上 下
70 / 100
六章 侵略者と荒地 

第70話 その後

しおりを挟む
 ふわりと甘い香りがする。隣を見ると千枝ちゃんの顔が。
「え、あれ?」
「あれじゃない。重い」
 千枝ちゃんは眉間にシワを寄せていた。ついウトウトして千枝ちゃんの肩を借りていた。
「あ、ごめん」
 ばっと離れた。千枝ちゃんは文句を言わなかった。そっぽを向いて、そこに座ったまま。離れなかった。やがて、目的の場所までたどり着き刹那の家の、向かいにある和菓子店に足を運ぶ。

 店内に客はいなかった。朝早くても営業している。レジの奥の部屋でおばあちゃんが、椅子に座って眠っていた。店内はふんわりと甘い香りが立ち込めている。千枝ちゃんのほうが甘い香りがする、て思っていても絶対に口にしない。

 あの時と同じように、水羊羹を注文して熱々のお茶と一緒に食べる。外は冷えていたから熱々のお茶を飲むと、体の中がぽっと温まる。

 ここの和菓子店は水羊羹が美味しい。パクパク食べていると、千枝ちゃんがおもむろに話しだした。
「先日、有名歌手に会った」
 千枝ちゃんの言う有名歌手とやらを頭の中で模索した。有名歌手なんて、芸能界いっぱいいるから誰が誰なのか分からない。千枝ちゃんは話を続けた。
「北山刹那がまだ、機関にいた頃に励まされた、というやつで。今日のような昼頃に、ばったりここで遭遇して――『わたしのこと覚えてる? あの時はほんとにありがとう。あなたがいなかったら、わたし、この子に暗い人生を見せる所だった。ほんとにありがとね。今でも元気そうで良かった』と。満面の笑顔で手を握ってな」
 ぼんやりと思い出してきた。
 そういえば刹那がアポロで、まだガーディアンだった頃、コスモたちと一緒に有名人を探そうとしていたな。今思い出すとすごく懐かしい。

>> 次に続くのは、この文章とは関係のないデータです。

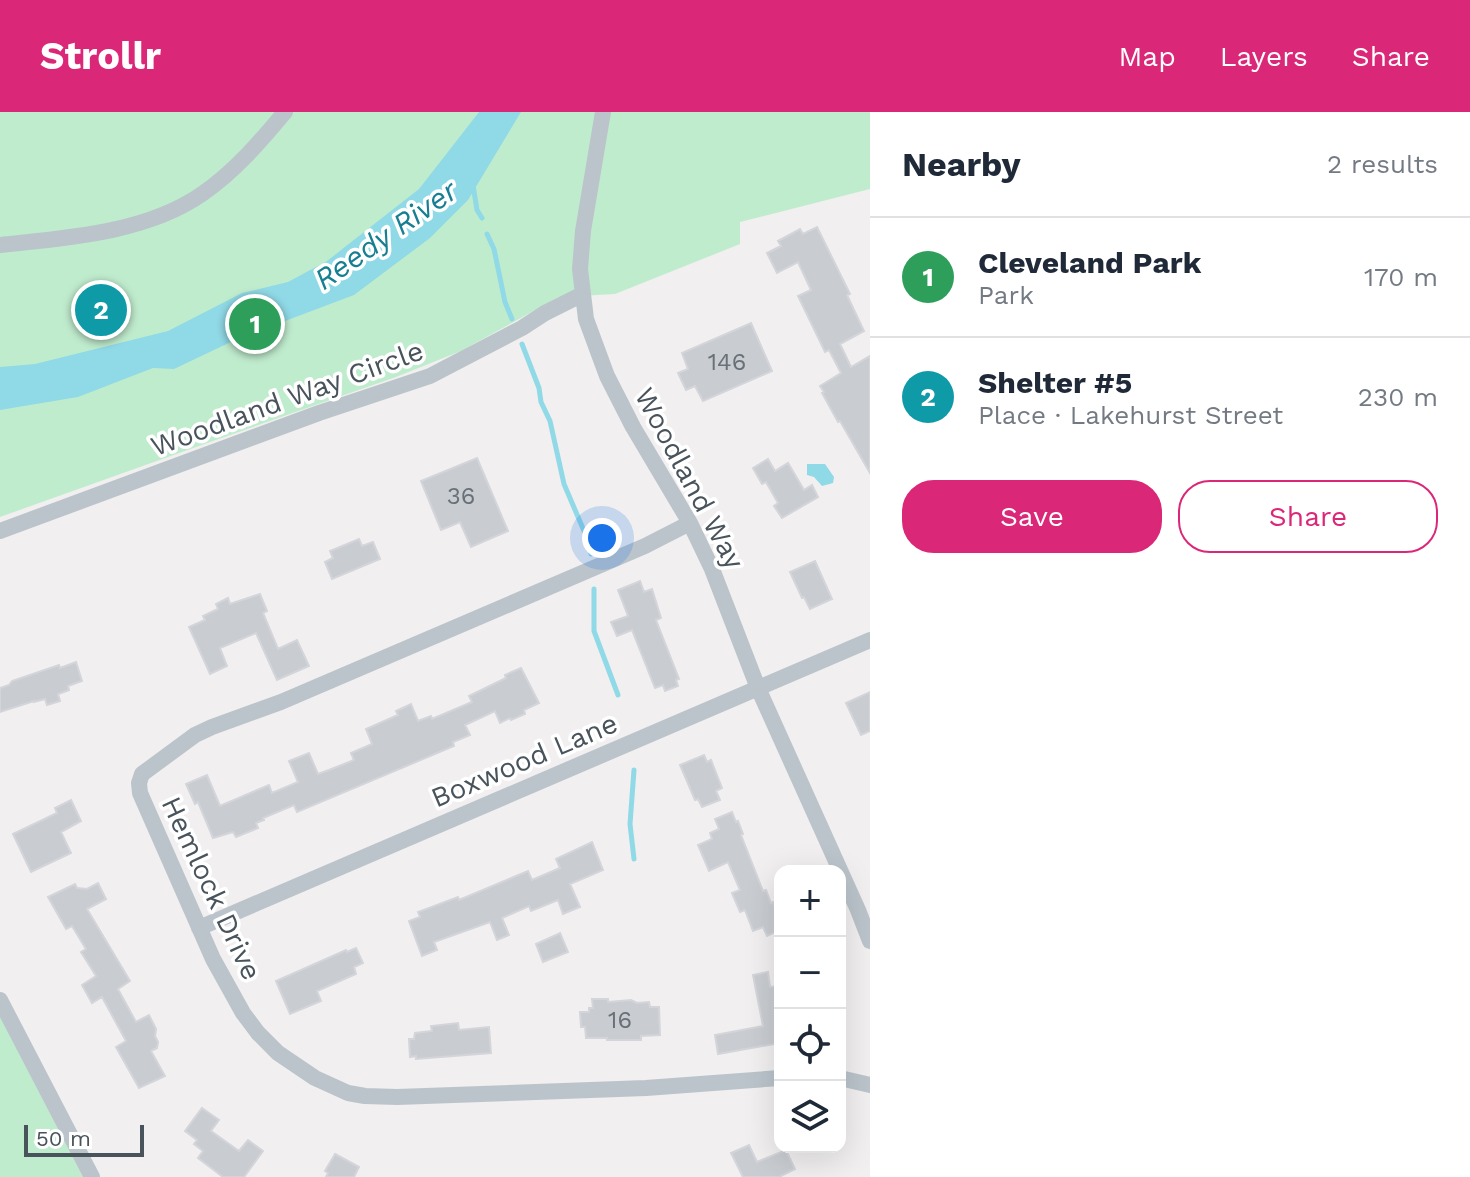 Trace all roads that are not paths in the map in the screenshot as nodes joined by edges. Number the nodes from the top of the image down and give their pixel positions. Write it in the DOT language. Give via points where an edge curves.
graph roads {
  1 [pos="285,112"];
  2 [pos="603,112"];
  3 [pos="0,245"];
  4 [pos="583,294"];
  5 [pos="690,523"];
  6 [pos="0,531"];
  7 [pos="870,640"];
  8 [pos="758,688"];
  9 [pos="199,928"];
  10 [pos="870,941"];
  11 [pos="0,1000"];
  12 [pos="774,1078"];
  13 [pos="846,1079"];
  14 [pos="870,1085"];
  15 [pos="92,1177"];
  1 -- 3 [label="street" via="234,169 172,211 92,234"];
  2 -- 4 [label="street, Woodland Way" via="583,231"];
  4 -- 5 [label="street, Woodland Way" via="586,319 607,376"];
  4 -- 6 [label="street, Woodland Way Circle" via="430,376"];
  5 -- 8 [label="street, Woodland Way"];
  5 -- 9 [label="street, Hemlock Drive" via="281,702 212,727 142,774 145,808"];
  7 -- 8 [label="street, Boxwood Lane"];
  8 -- 9 [label="street, Boxwood Lane"];
  8 -- 10 [label="street, Woodland Way"];
  9 -- 12 [label="street, Hemlock Drive" via="258,1033 315,1078 348,1093 397,1097"];
  11 -- 15 [label="street"];
  13 -- 14 [label="street"];
}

 あの無邪気だったあの頃が、遠い記憶のよう。時系列で言えば二ヶ月前。二ヶ月前まではガーディアン機関だったし、アポロと名乗っていた。たったの二ヶ月でこんなに変わるのか。
 感慨深くなって、しんみりした。

 千枝ちゃんがお茶をスズと飲んだ。渡されてから暫く経つから、少し冷めてきている。猫舌かな。

「当然。機関にいた頃の記憶は消えている。それで記憶が戻るスイッチでもなかった。でも、姉は不思議に首を傾げていた。『あたし、そんなことやったけ? 確かに大好きな人が失踪したら探すけど、そんな行動力ないなぁ』と。宇宙人と一緒になって探したんだろ? 思い出さなくていい記憶だ」
 千枝ちゃんは目を伏せた。
 艶のある髪の毛が肩に落ちる。
 あのときを思い返すと、ふと、気になっていたものを瞼の裏に思い出した。
「でも、サイン貰ったんだよな」
「サイン?」
「貰ったというか、横から奪われたな」
 はぁ、とため息ついた。
 千枝ちゃんは顔をあげ、俺の顔をまじまじ凝視した。有名人からのサインを、刹那は手にしている。大好きな歌手で人生で一度もないであろう芸能人のサインを、刹那は持っているのか疑問だ。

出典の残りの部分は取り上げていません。